Generating a key this long will take you quite a while; however, this
is, as noted above, a one-time process. Remember that other people
running other versions of PGP may not be able to handle your large
There is a small bug in some versions of MIT PGP 2.6.2, which will
actually create a 2047 bits key when you ask for a 2048 bits one.
4.2 Why does PGP take so long to add new keys to my key ring?
The time required to check signatures and add keys to your public key
ring tends to grow as the square of the size of your existing public
key ring. This can reach extreme proportions, especially if you are
trying to add the entire public keyring you retrieved from a keyserver
(see question 8.1
) to your own keyring.
In this case, it might be faster to rename your public keyring to something
else, then name the keyserver's keyring "pubring.pgp" and add your
own keyring to the big one. There is a danger to this, though; the
trust parameters to your old keys will be lost, and you will be using
the trust parameters from this big keyring.
4.3 How can I extract multiple keys into a single armored file?
A number of people have more than one public key that they would like
to make available. One way of doing this is executing the "-kxa"
command for each key you wish to extract from the key ring into
separate armored files, then appending all the individual files into a
single long file with multiple armored blocks. This is not as
convenient as having all of your keys in a single armored block.
Unfortunately, the present version of PGP does not allow you to do
this directly. Fortunately, there is an indirect way to do it.
pgp -kx uid1 extract
pgp -kx uid2 extract
pgp -kx uid3 extract
This puts all three keys into extract.pgp. To get an ascii amored
pgp -a extract.pgp
You get an extract.asc. Someone who does a
pgp extract and has
either file processes all three keys simultaneously.
A Unix script to perform the extraction with a single command would be
for name in name1 name2 name3 ... ; do
pgp -kx $name /tmp/keys.pgp <keyring>
An equivalent DOS command would be:
for %a in (name1 name2 name3 ...) do pgp -kx %a keys.pgp <keyring>
4.4 I tried encrypting the same message to the same address two times and got completely different outputs. Why is this?
Every time you run PGP, a different session key is generated. This
session key is used as the key for IDEA. As a result, the entire
header and body of the message changes. You will never see the same
output twice, no matter how many times you encrypt the same message to
the same address.
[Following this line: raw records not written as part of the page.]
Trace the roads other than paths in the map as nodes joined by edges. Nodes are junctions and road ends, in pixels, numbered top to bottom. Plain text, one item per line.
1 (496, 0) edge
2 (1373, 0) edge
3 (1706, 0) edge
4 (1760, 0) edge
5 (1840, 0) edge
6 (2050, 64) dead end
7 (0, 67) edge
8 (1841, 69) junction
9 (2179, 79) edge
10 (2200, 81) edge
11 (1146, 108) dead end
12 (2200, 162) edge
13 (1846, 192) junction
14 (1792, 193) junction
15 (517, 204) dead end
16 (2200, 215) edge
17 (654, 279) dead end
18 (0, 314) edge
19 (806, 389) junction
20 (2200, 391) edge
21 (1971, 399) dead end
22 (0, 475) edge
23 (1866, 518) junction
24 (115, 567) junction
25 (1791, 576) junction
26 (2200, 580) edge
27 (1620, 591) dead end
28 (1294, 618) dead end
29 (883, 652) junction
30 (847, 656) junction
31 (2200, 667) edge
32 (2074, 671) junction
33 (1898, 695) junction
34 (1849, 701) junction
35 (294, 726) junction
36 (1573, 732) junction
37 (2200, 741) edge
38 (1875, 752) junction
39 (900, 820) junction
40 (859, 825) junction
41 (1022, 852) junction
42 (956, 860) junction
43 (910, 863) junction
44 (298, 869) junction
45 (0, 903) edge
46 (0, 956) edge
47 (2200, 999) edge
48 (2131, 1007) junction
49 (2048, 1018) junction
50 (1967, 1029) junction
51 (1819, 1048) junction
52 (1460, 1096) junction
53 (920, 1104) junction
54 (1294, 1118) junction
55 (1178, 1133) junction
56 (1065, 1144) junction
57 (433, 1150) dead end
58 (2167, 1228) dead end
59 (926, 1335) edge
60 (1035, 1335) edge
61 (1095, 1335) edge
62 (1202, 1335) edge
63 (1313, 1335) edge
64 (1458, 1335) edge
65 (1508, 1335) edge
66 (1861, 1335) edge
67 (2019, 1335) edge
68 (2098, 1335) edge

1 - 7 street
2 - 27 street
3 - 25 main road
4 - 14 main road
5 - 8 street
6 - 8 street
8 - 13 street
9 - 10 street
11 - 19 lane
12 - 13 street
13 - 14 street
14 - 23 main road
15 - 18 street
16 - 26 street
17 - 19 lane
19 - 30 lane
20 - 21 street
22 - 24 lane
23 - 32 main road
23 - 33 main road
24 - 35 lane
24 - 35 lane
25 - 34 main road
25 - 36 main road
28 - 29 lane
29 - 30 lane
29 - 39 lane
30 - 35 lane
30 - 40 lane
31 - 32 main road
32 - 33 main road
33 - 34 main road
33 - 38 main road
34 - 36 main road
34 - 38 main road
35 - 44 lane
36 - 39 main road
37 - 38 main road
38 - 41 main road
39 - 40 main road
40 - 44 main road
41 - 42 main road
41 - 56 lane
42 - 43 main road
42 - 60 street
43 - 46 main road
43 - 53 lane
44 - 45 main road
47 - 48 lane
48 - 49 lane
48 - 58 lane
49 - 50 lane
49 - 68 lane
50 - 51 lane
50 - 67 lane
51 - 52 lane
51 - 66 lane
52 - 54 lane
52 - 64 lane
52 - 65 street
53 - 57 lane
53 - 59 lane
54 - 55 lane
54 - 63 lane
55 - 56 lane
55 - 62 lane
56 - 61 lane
This adds to the overall security of PGP.
To generate this random session key, PGP will try to use information from
a file called 'randseed.bin'. If this file does not exist, or for some
reason isn't random enough, you are asked to type in some random keystrokes
which will then be used as a "seed" for the random number generator.
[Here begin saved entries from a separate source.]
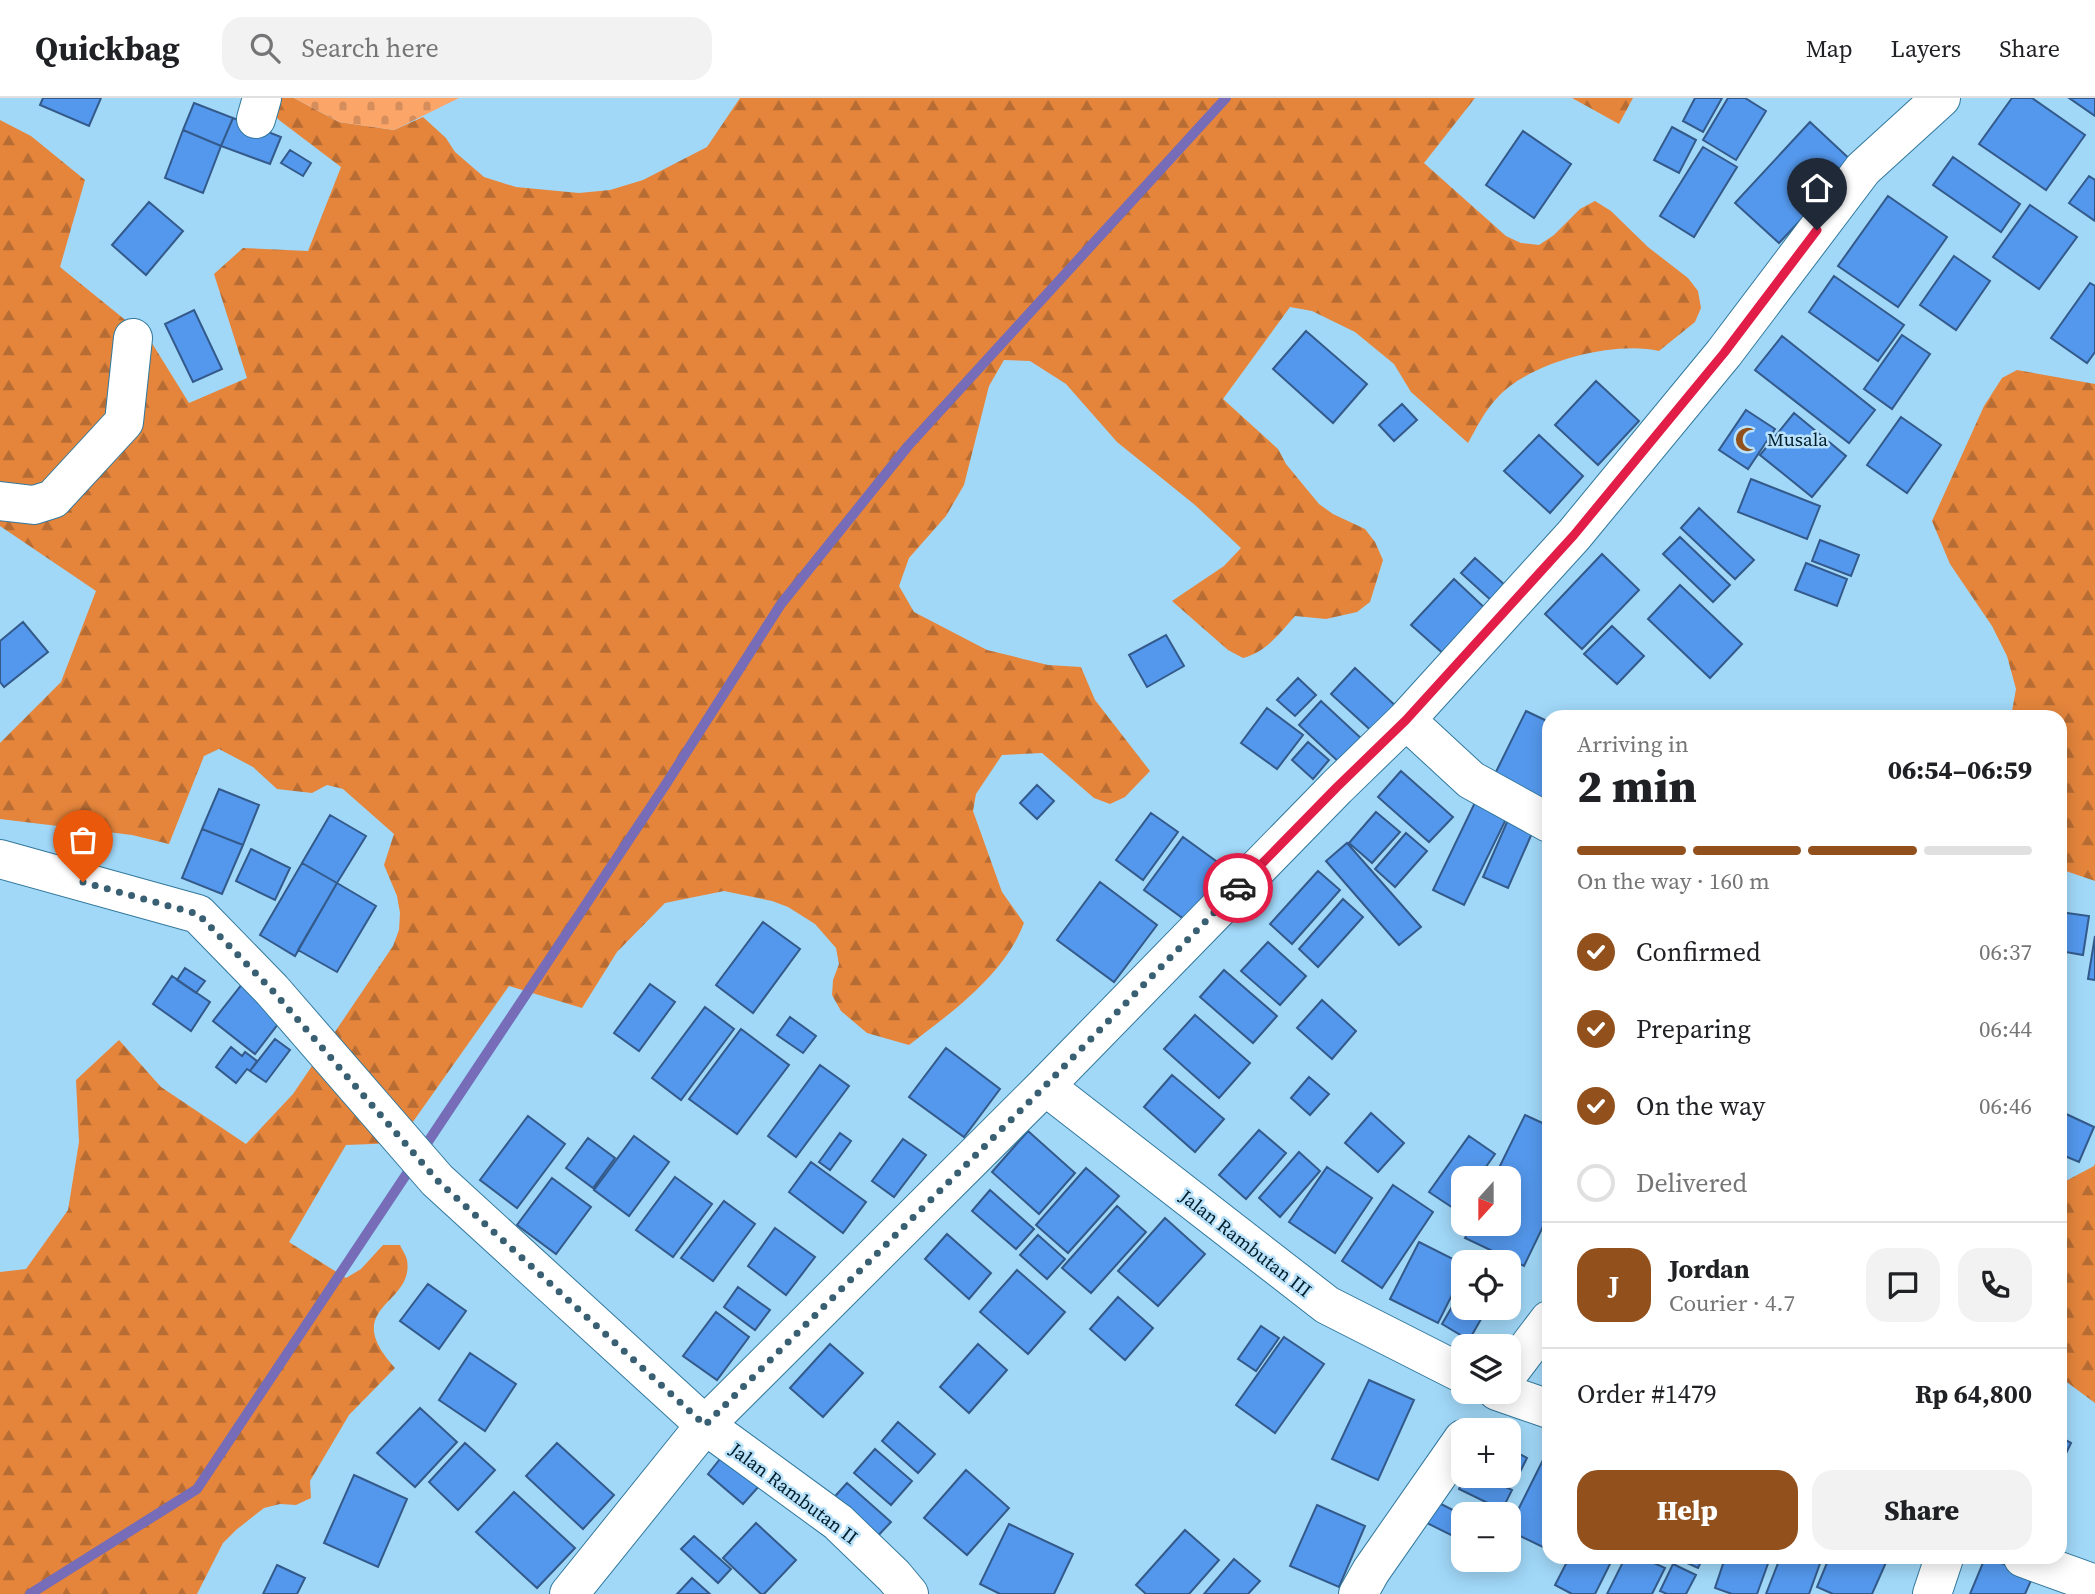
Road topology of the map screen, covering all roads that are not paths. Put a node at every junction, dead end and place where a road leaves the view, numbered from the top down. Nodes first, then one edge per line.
1 (1941, 98) edge
2 (133, 338) dead end
3 (0, 501) edge
4 (1406, 720) junction
5 (1542, 819) edge
6 (0, 859) edge
7 (1045, 1086) junction
8 (1542, 1329) edge
9 (1521, 1357) edge
10 (1451, 1368) edge
11 (1521, 1399) edge
12 (1542, 1407) edge
13 (705, 1425) junction
14 (1451, 1456) edge
15 (1942, 1564) edge
16 (2040, 1564) edge
17 (2095, 1584) edge
18 (569, 1594) edge
19 (909, 1594) edge
20 (1358, 1594) edge
21 (1932, 1594) edge

1 - 4 street
2 - 3 street
4 - 5 street
4 - 7 street
6 - 13 street, Jalan Rambutan II
7 - 10 street, Jalan Rambutan III
7 - 13 street
8 - 9 street
11 - 12 street
13 - 18 street
13 - 19 street, Jalan Rambutan II
14 - 20 street
15 - 21 street
16 - 17 street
4.5 How do I specify which key to use when an individual has 2 or public keys and the very same user ID on each, or when 2 different users have the same name?
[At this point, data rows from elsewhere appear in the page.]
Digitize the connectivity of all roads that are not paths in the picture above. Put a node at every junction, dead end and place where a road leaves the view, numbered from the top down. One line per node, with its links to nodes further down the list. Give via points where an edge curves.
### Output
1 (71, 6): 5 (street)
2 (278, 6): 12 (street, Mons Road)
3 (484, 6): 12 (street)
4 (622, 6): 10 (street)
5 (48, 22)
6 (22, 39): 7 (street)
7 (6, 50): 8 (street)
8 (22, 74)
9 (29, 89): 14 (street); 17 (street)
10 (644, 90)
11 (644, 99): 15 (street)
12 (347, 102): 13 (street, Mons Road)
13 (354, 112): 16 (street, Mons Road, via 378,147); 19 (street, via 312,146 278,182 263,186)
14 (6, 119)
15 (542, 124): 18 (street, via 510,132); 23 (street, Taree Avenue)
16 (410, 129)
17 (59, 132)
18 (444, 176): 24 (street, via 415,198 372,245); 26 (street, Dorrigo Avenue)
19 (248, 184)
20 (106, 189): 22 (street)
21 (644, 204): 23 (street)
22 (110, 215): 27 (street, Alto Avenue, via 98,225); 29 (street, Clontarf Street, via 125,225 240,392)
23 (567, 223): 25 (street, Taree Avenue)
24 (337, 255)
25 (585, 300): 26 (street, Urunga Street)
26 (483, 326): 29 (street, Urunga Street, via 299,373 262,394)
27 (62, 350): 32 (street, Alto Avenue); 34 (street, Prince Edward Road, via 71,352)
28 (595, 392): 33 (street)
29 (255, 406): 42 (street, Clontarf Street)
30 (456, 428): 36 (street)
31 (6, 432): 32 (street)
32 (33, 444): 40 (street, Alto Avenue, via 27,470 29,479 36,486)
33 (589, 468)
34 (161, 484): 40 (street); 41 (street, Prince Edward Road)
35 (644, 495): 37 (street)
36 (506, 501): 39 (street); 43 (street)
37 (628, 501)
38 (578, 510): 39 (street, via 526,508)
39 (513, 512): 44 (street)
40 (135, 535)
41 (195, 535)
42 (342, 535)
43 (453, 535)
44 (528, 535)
Instead of specifying the user's name in the ID field of the PGP
command, you can use the key ID number. The format is 0xNNNNNNNN where
NNNNNNNN is the user's 8 character key ID number. It should be noted
that you don't need to enter the entire ID number, a few consecutive
digits from anywhere in the ID should do the trick. The key ID shows
up directly after the key size when you do
pgp -kv userid
Be careful: If
you enter "0x123", you will be matching key IDs 0x12393764,
0x64931237, or 0x96412373. Any key ID that contains "123" anywhere in
it will produce a match. They don't need to be the starting
characters of the key ID. You will recognize that this is the format
for entering hex numbers in the C programming language. For example,
any of the following commands could be used to encrypt a file to my
pgp -e <filename> "Arnoud Engelfriet"
pgp -e <filename> firstname.lastname@example.org
pgp -e <filename> 0x416A1A35
This same method of key identification can be used in the config.txt
file in the "MyName" variable to specify exactly which of the keys in
the secret key ring should be used for encrypting a message.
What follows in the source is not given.